The solutions \(\boldsymbol M_{lm}^{(n)}\) are transverse to a sphere due to the steering vector pointing in the radial direction. They are referred to as TE but – confusingly – also as magnetic because they correspond to the electric field of a magnetic multipole. Conversely, the solutions \(\boldsymbol N_{lm}^{(n)}\) are called TM or electric.

Solutions to Maxwell’s equations

Up to now, we set up Maxwell’s equations together with constitutive relations for chiral media and found solutions to the vector Helmholtz equation. Next, we want to combine those results.

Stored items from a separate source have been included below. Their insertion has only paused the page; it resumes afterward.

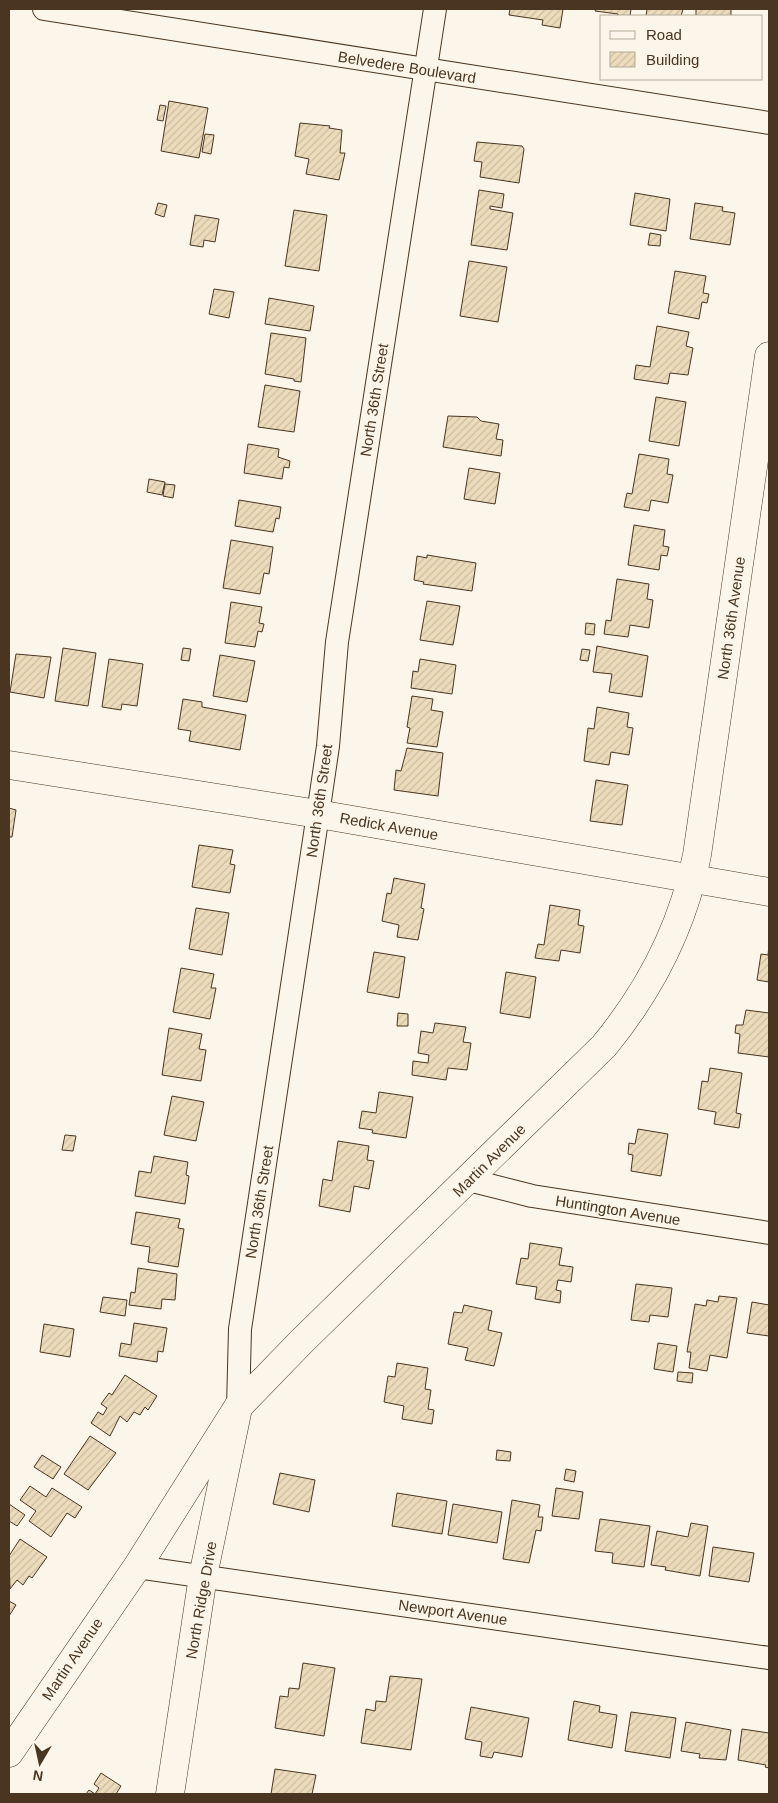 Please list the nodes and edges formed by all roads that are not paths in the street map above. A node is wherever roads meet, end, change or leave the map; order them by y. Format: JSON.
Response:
{"nodes":[{"id":1,"x":44,"y":9,"type":"edge"},
{"id":2,"x":435,"y":9,"type":"edge"},
{"id":3,"x":426,"y":70,"type":"junction"},
{"id":4,"x":769,"y":123,"type":"edge"},
{"id":5,"x":769,"y":356,"type":"edge"},
{"id":6,"x":9,"y":765,"type":"edge"},
{"id":7,"x":318,"y":814,"type":"junction"},
{"id":8,"x":692,"y":880,"type":"junction"},
{"id":9,"x":769,"y":892,"type":"edge"},
{"id":10,"x":469,"y":1180,"type":"junction"},
{"id":11,"x":769,"y":1233,"type":"edge"},
{"id":12,"x":238,"y":1407,"type":"junction"},
{"id":13,"x":137,"y":1566,"type":"junction"},
{"id":14,"x":204,"y":1576,"type":"junction"},
{"id":15,"x":769,"y":1658,"type":"edge"},
{"id":16,"x":9,"y":1753,"type":"edge"},
{"id":17,"x":170,"y":1794,"type":"edge"}],
"edges":[{"from":1,"to":3,"type":"street","name":"Belvedere Boulevard"},
{"from":2,"to":3,"type":"street","name":"North 36th Street"},
{"from":3,"to":4,"type":"street","name":"Belvedere Boulevard"},
{"from":3,"to":7,"type":"street","name":"North 36th Street"},
{"from":5,"to":8,"type":"main road","name":"North 36th Avenue"},
{"from":6,"to":7,"type":"main road","name":"Redick Avenue"},
{"from":7,"to":8,"type":"main road","name":"Redick Avenue"},
{"from":7,"to":12,"type":"street","name":"North 36th Street"},
{"from":8,"to":9,"type":"main road","name":"Redick Avenue"},
{"from":8,"to":10,"type":"main road","name":"Martin Avenue"},
{"from":10,"to":11,"type":"street","name":"Huntington Avenue"},
{"from":10,"to":12,"type":"main road","name":"Martin Avenue"},
{"from":12,"to":13,"type":"main road"},
{"from":12,"to":14,"type":"main road","name":"North Ridge Drive"},
{"from":13,"to":14,"type":"street","name":"Newport Avenue"},
{"from":13,"to":16,"type":"main road","name":"Martin Avenue"},
{"from":14,"to":15,"type":"street","name":"Newport Avenue"},
{"from":14,"to":17,"type":"main road","name":"North Ridge Drive"}]}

Modes of well-defined helicity

First, we want to find solutions to the Riemann-Silberstein vectors \(\boldsymbol G_\pm\). Although we can obtain the vector Helmholtz equation from \(\nabla \times \boldsymbol G_\pm = \pm k_\pm \boldsymbol G_\pm\), we observe that this equation is more restrictive, namely our solutions \(\boldsymbol M_\nu\) and \(\boldsymbol N_\nu\), where \(\nu\) is just a placeholder for the actual parameters that indexes the concrete set of solutions, are no solutions for it. However, with the above definitions we find that \(\nabla \times \boldsymbol M_\nu (k, \boldsymbol r) = k \boldsymbol N_\nu (k, \boldsymbol r)\) and \(\nabla \times \boldsymbol N_\nu(k, \boldsymbol r) = k \boldsymbol M_\nu (k, \boldsymbol r)\). So, the combinations \(\sqrt{2} \boldsymbol A_{\pm,\nu} (k, \boldsymbol r) = \boldsymbol N_\nu (k, \boldsymbol r) \pm \boldsymbol M_\nu (k, \boldsymbol r)\) are indeed solutions for the respective Riemann-Silberstein vectors (treams.special.vpw_A(), treams.special.vcw_rA(), treams.special.vcw_A(), treams.special.vsw_rA(), and treams.special.vsw_A()). The solution for Maxwell’s equations are then

\[\begin{split}\boldsymbol G_\pm(\boldsymbol r) = \sqrt{2} \sum_\nu a_{\pm,\nu} \boldsymbol A_{\pm,\nu} (k_\pm, \boldsymbol r) \\ \boldsymbol F_\pm(\boldsymbol r) = \sqrt{2} \frac{n_\pm}{n} \sum_\nu a_{\pm,\nu}\boldsymbol A_{\pm,\nu} (k_\pm, \boldsymbol r) \\ \boldsymbol E(\boldsymbol r) = \sum_{s,\nu} a_{s,\nu} \boldsymbol A_{s,\nu} (k_s, \boldsymbol r) \\ Z_0 \boldsymbol H(\boldsymbol r) = -\frac{\mathrm i}{Z} \sum_{s,\nu} s a_{s,\nu} \boldsymbol A_{s,\nu} (k_s, \boldsymbol r) \\ \frac{1}{\epsilon_0} \boldsymbol D(\boldsymbol r) = \frac{1}{Z} \sum_{s,\nu} n_s a_{s,\nu} \boldsymbol A_{s,\nu} (k_s, \boldsymbol r) \\ c \boldsymbol B(\boldsymbol r) = -\mathrm i \sum_{s,\nu} s n_s a_{s,\nu} \boldsymbol A_{s,\nu} (k_s, \boldsymbol r)\end{split}\]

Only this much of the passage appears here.